The Strawberry Shortcake trainers slid down her thighs in Cora's hands, and Natalie just... laid there. She watched. She let it happen. And when Cora told her they were damp and she must have had a tiny accident when she was upset, For wondered… sould she challenge it? Would she argue? Cora just wasn't going to give her the chance to state her case. "You're going to wear diapers when you're upset from now on, Nattie, and that's my decision." The diaper was in her hands... pretty, colorful, glossy plastic, thicker than seemed possible.
"I... um..." Argue. Fight that line of questioning. I didn't need diapers, obviously. I was twenty-three, not two or three. But had I really wet myself again? I didn't remember that... and then the thoughts were too heavy. My eyes felt heavy, too. I forced them open just in time to see my ankles high above my head. Weird...

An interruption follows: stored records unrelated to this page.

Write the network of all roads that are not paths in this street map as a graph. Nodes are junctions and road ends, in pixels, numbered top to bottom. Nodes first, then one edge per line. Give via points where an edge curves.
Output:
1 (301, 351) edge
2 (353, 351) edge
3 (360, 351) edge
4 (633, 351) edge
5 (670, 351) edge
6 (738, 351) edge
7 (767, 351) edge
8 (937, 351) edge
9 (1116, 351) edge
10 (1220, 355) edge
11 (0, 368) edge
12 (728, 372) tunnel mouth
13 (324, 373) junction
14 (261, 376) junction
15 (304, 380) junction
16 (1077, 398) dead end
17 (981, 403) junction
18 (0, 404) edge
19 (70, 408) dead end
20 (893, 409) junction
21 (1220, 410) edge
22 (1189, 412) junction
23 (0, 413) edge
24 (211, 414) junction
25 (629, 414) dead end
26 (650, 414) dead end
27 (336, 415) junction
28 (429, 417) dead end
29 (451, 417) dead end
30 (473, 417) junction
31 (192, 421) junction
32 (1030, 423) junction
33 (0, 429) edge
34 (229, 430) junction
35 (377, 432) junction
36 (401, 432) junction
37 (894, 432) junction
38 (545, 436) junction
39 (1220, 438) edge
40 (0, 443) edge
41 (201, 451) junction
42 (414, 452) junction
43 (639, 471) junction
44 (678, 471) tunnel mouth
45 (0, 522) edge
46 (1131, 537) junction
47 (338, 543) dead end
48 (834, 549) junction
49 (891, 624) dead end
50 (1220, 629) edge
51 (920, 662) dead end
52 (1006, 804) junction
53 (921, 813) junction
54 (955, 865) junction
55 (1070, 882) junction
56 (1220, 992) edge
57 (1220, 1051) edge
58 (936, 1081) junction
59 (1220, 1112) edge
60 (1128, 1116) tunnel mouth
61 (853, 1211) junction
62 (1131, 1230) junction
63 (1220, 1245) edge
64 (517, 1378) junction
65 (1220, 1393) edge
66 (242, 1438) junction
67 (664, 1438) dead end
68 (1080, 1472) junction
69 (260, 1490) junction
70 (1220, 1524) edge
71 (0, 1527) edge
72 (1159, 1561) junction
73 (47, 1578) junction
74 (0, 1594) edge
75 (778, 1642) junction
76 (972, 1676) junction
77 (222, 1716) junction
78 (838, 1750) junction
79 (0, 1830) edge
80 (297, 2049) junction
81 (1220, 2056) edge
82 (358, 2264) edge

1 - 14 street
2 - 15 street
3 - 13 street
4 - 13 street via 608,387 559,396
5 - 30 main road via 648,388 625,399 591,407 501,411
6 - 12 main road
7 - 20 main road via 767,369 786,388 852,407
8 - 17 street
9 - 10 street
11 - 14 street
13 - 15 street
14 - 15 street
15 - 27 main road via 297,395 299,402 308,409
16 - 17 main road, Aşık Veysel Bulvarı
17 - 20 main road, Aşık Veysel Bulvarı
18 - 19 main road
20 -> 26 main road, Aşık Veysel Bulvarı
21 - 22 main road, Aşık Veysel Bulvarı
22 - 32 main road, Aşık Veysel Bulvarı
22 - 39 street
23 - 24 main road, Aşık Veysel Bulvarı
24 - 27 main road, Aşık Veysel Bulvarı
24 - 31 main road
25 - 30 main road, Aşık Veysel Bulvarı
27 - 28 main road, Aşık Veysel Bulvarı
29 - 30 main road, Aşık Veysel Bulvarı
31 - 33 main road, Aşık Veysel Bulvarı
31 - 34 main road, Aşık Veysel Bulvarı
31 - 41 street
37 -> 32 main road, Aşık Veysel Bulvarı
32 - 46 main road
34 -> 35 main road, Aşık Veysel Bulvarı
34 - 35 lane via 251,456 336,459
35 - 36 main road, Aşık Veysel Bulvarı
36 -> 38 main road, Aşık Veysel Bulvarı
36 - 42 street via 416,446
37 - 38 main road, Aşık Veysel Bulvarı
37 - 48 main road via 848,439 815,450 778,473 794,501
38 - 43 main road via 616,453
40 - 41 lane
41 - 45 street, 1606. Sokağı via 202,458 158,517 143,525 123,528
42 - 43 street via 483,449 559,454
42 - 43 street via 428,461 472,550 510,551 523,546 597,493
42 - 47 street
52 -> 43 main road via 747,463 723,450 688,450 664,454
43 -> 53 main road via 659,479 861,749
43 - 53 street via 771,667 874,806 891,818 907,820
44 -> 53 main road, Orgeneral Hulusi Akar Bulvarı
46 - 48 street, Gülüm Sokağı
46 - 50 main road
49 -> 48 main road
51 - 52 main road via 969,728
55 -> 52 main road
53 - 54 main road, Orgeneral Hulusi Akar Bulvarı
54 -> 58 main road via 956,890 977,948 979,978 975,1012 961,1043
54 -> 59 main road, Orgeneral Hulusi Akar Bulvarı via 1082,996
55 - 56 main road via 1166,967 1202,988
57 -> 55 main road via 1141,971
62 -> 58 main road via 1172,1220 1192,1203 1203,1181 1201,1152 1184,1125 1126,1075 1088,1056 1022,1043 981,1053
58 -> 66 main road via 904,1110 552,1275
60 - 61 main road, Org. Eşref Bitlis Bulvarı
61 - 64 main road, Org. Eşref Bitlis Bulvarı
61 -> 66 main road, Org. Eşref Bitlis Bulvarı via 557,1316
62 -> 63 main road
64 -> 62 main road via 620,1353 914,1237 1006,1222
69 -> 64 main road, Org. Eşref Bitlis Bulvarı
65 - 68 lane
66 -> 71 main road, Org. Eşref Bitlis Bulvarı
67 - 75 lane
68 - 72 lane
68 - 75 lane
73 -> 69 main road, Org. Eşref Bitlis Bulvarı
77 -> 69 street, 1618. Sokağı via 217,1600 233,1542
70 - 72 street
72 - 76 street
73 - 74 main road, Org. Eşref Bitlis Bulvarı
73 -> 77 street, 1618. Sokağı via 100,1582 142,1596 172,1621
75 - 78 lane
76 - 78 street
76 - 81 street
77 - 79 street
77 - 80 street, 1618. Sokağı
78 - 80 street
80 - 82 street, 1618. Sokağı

These were new sensations, new experiences, feelings that linked to memories almost too old to be remembered. The padding was soft and luxurious. The smell of the baby powder was thick in the air, though not as thick as when the diaper was brought up between her legs. Was Cora saying something? Probably. Something about safety, maybe. But Natalie was in a world of sensation in that moment; everything amplified and her thoughts quietened. The soft feeling. The powdery scent. The sound of the crinkling plastic. The tapes pulling and the tightness around her hips.
I felt my head hit the pillow. I looked around the room to find Cora pulling a blanket up over my nightgown, then... kissing me on the forehead. I looked up at her in bewilderment, in confusion, but she smiled down with the sweetest smile. "Get some sleep," she said. I nodded my head and felt my eyes close. Like that, I was out.